Hackney Ladies is a fledgling ladies club, having gone from a mere four members at the beginning of this season to a respectable fourteen in a matter of weeks.
The team burst into being thanks to the initiative of its four founding members, all local rugby fans. Having tried out other local women’s clubs, which they found to be disappointingly cliquey with squad positions already set in stone, the girls took matters into their own hands. They approached the boys at Hackney RFC.
Now your average rugby boy tends to display as much enthusiasm for the women’s game as he might for a Sex and the City DVD box set. At Hackney, however, they appear to breed a different type of rugby man, because the reaction the girls received was refreshingly and instantaneously positive. “By the second week they’d assigned us a coach even though there were only four of us,” says team captain Emma Middleton. “All of them were telling their friends and sisters about it”.
The first joint training proved even more of a surprise, when the men and women’s teams played an entire game of touch rugby together. Rugby boys, often immoveable in their dismissal of their female counterparts, will often resist with donkey-like stubbornness any efforts to make them integrate. Not so in Hackney.
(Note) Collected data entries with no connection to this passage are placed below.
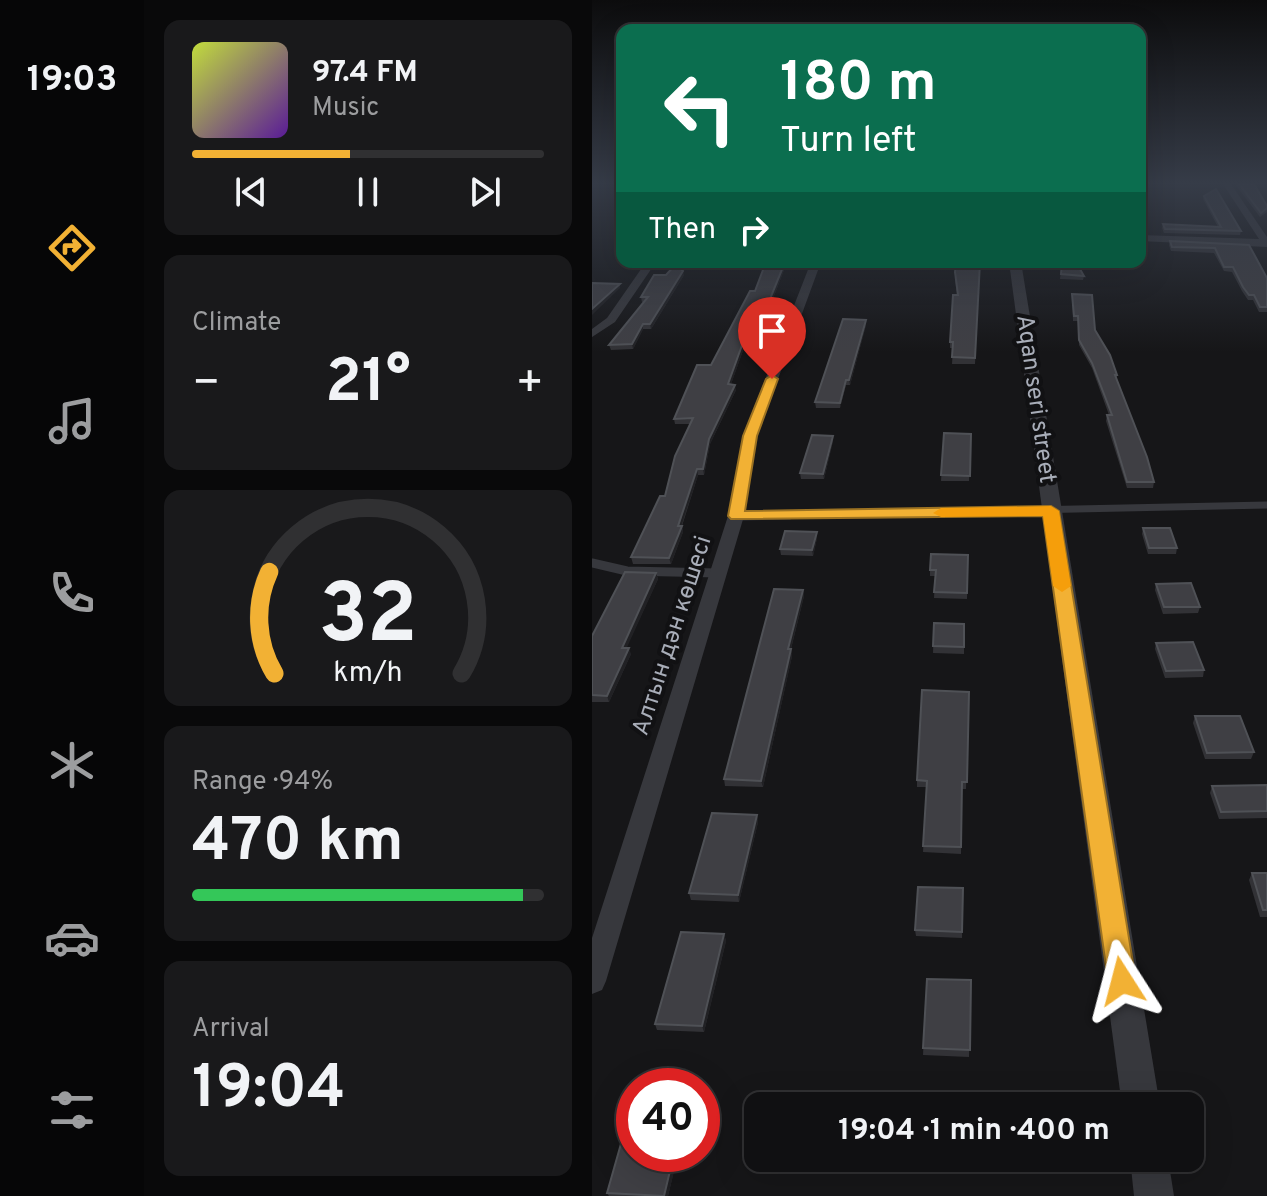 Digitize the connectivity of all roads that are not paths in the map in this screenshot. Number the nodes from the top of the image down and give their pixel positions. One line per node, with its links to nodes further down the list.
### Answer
1 (1186, 240): 2 (street)
2 (1267, 243)
3 (647, 268): 6 (street)
4 (814, 268): 9 (street, Алтын дән көшесі)
5 (1016, 268): 8 (street, Aqan seri street)
6 (592, 334)
7 (1267, 505): 8 (lane)
8 (1051, 511): 9 (lane); 13 (street, Aqan seri street)
9 (736, 516): 11 (street, Алтын дән көшесі)
10 (592, 563): 11 (lane)
11 (718, 573): 12 (street, Алтын дән көшесі)
12 (592, 981)
13 (1139, 1092)
14 (1151, 1172): 15 (street)
15 (1154, 1196) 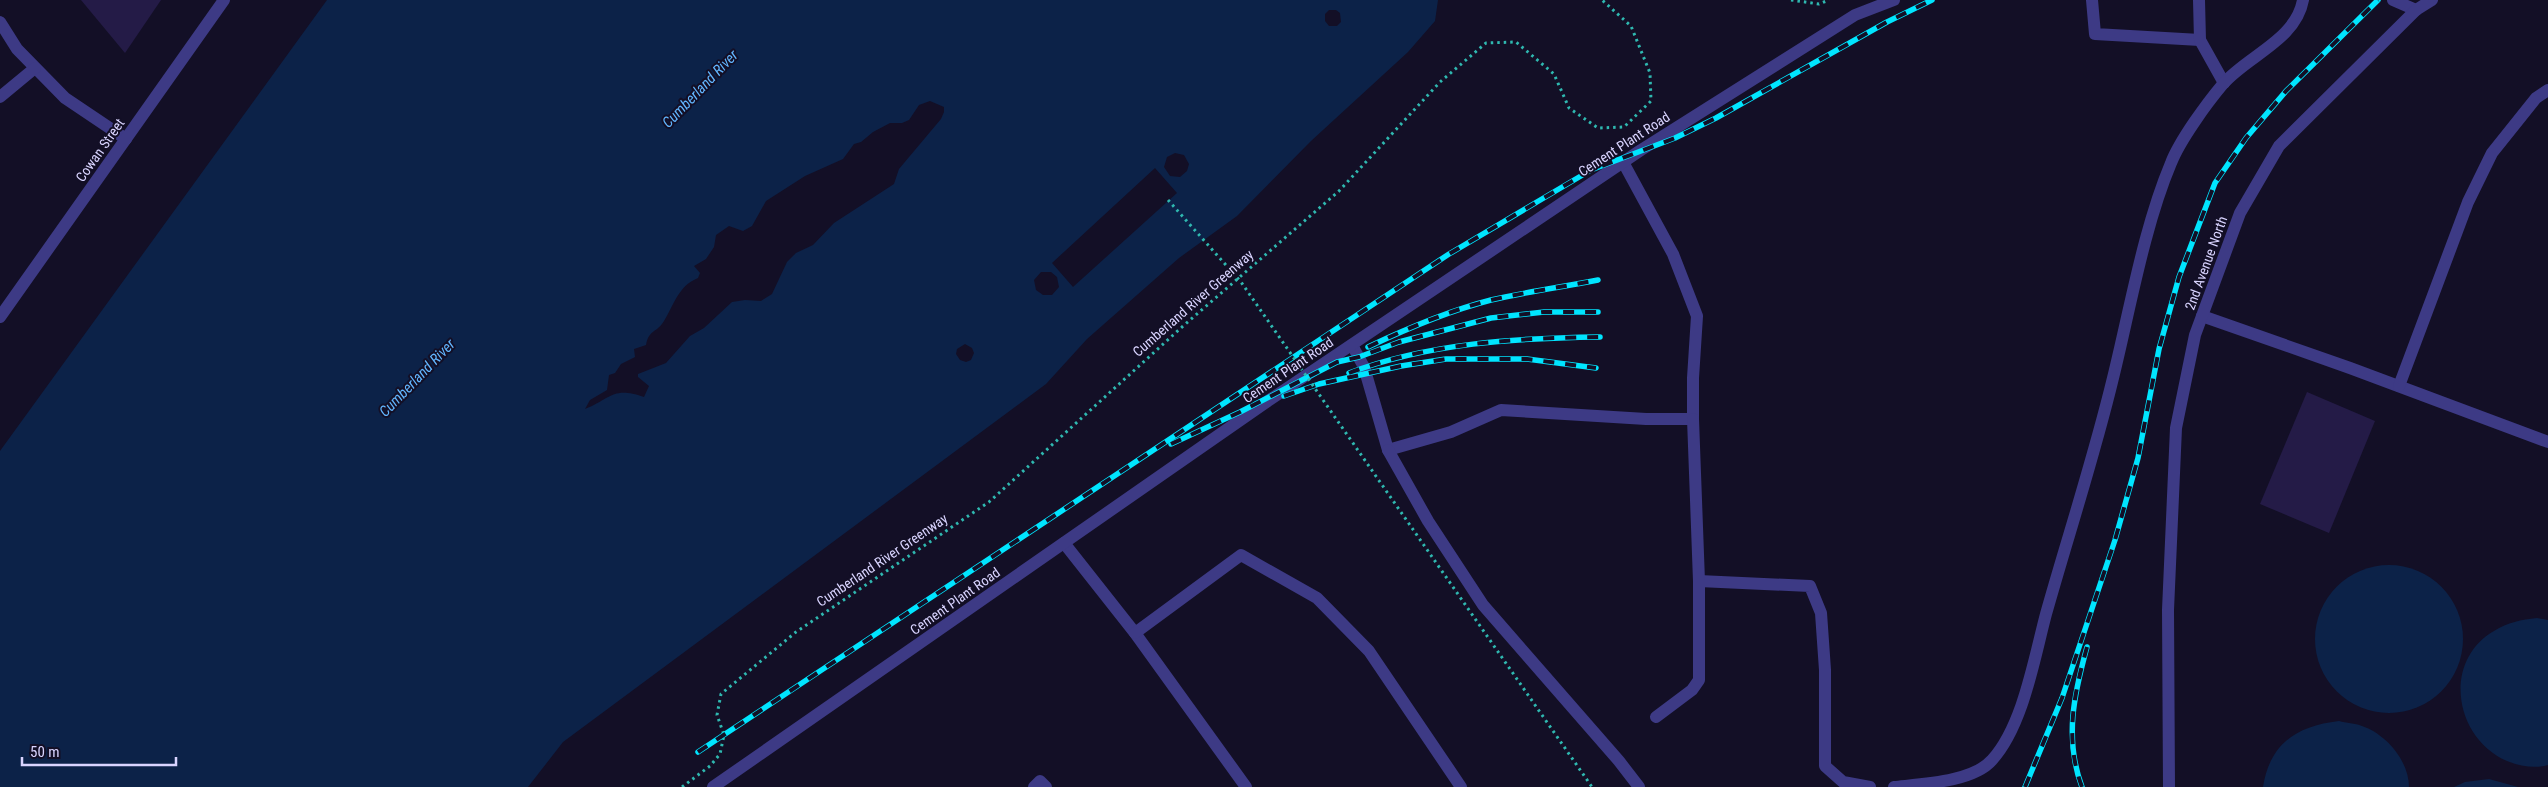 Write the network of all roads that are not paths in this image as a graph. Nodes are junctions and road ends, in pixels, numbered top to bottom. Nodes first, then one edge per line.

“They were pulling boys off the pitch to put us in positions. Can you imagine how many rugby boys there are out there that wouldn’t kick up a fuss at being taken off the pitch? Or in fact to play touch rugby with girls?” points out Middleton.
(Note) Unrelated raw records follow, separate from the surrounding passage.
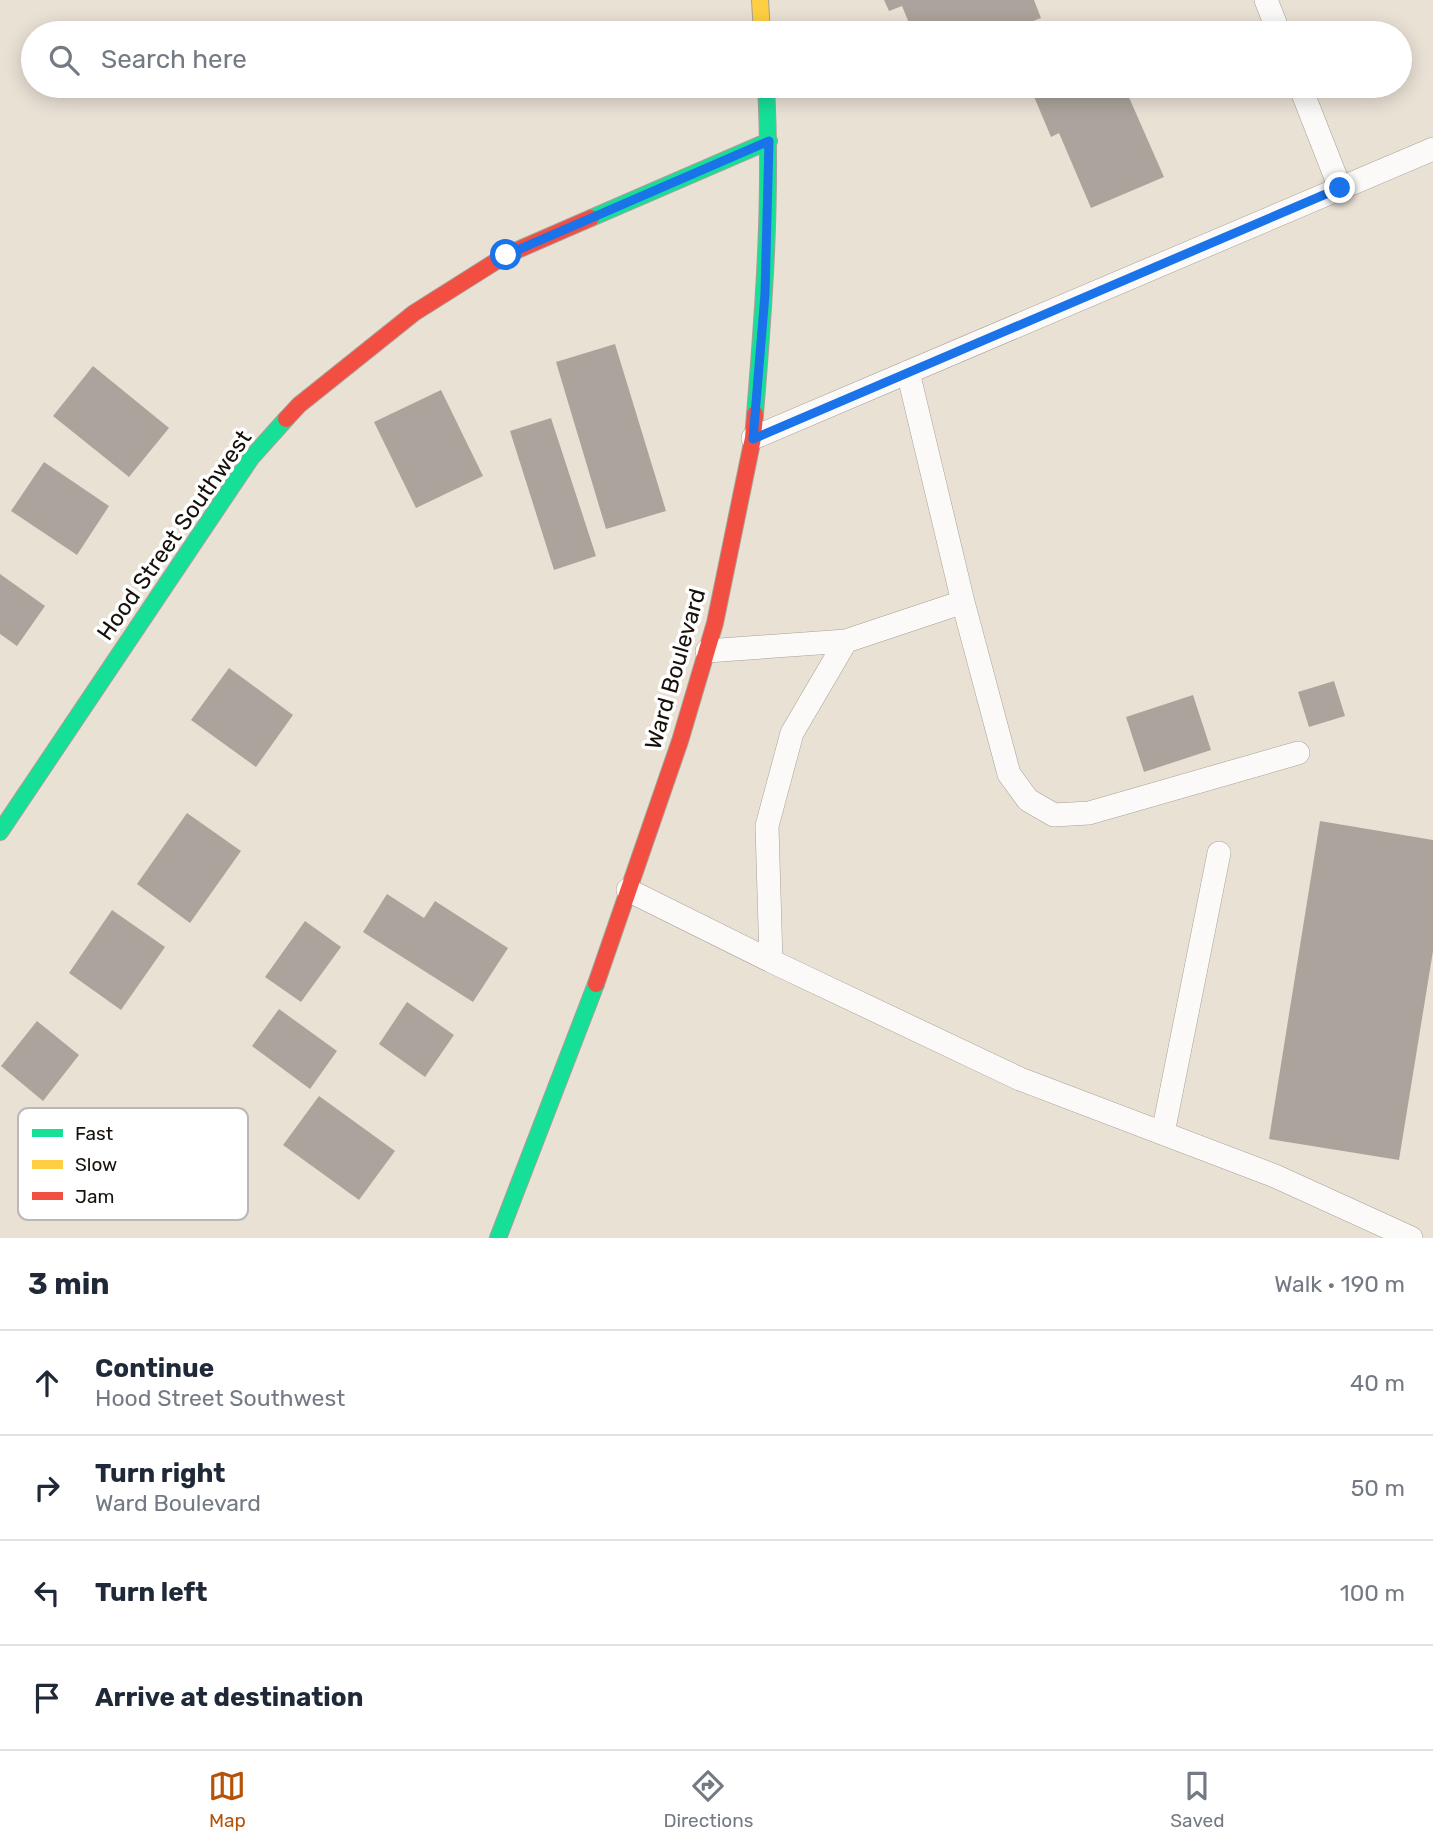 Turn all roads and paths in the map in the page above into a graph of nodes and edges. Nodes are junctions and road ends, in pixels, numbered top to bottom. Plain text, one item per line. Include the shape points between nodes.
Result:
1 (760, 0) edge
2 (1266, 0) edge
3 (761, 21) edge
4 (1274, 21) edge
5 (767, 98) edge
6 (1305, 98) edge
7 (769, 141) junction
8 (1433, 149) edge
9 (1340, 188) junction
10 (908, 372) junction
11 (753, 439) junction
12 (962, 602) junction
13 (846, 641) junction
14 (707, 651) junction
15 (1298, 752) dead end
16 (0, 832) edge
17 (1219, 853) dead end
18 (628, 890) junction
19 (771, 961) junction
20 (1163, 1133) junction
21 (498, 1238) edge
22 (1411, 1238) edge

1 - 3 main road
2 - 4 lane
5 - 7 main road, Ward Boulevard
6 - 9 lane
7 - 11 main road, Ward Boulevard via 765,294
7 - 16 main road, Hood Street Southwest via 506,255 414,313 299,405 251,458
8 - 9 lane
9 - 10 lane
10 - 11 lane
10 - 12 lane
11 - 14 main road, Ward Boulevard
12 - 13 lane
12 - 15 lane via 1009,774 1028,800 1054,815 1089,813
13 - 14 lane
13 - 19 lane via 792,733 767,826
14 - 18 main road, Ward Boulevard
17 - 20 lane
18 - 19 lane
18 - 21 main road, Ward Boulevard via 592,997
19 - 20 lane via 1020,1079
20 - 22 lane via 1275,1176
She is quick to stress that Hackney Ladies are in it for the long run. Women’s squads, despite an initially glorious couple of years, often fall apart when the core nucleus of the team move on to pastures new. Hackney hope not to suffer the same fate thanks to their close contact with the local community which helps them to unearth local talent. “Hopefully what’s going to be different about Hackney is that they develop a youth girls’ team as well, which really taps into local schools and local places,” says Middleton.
The club already boasts a ladies youth side, with over fifteen girls currently training, all potential stars of tomorrow for the women’s team. The membership of the club, both men and women, is as diverse as you’d expect from a borough like Hackney. Rather than a cliquey old boys’ network, the club is made up of “proper Hackney people with proper Hackney stories,” says Middleton. Crucially, it is one of the few clubs to boast a relative level of ethnic diversity, smashing the image of a stuffy elitist rugby player. “I think it defies the stereotypes of rugby and I think it’s got a real community around it,” she adds.
For now, the future of Hackney’s ladies’ side looks pleasingly positive, with ever increasing membership and a handful of important friendlies in the pipe line. Moreover, Middleton is clear that it will be a side open to everyone, without any sort of ideal or typical ‘Hackney player’. “There is going to be no stereotypical Hackney rugby player. Absolutely definitely not,” she says. “Hopefully we’ll just have a completely random mix of people, which I think is what Hackney is.”
As in rugby, so in life. That might not be such a bad philosophy after all.
Hackney RFC’s men/women/junior sides train 7.30 to 9.30 every Tuesday at Spring Hill.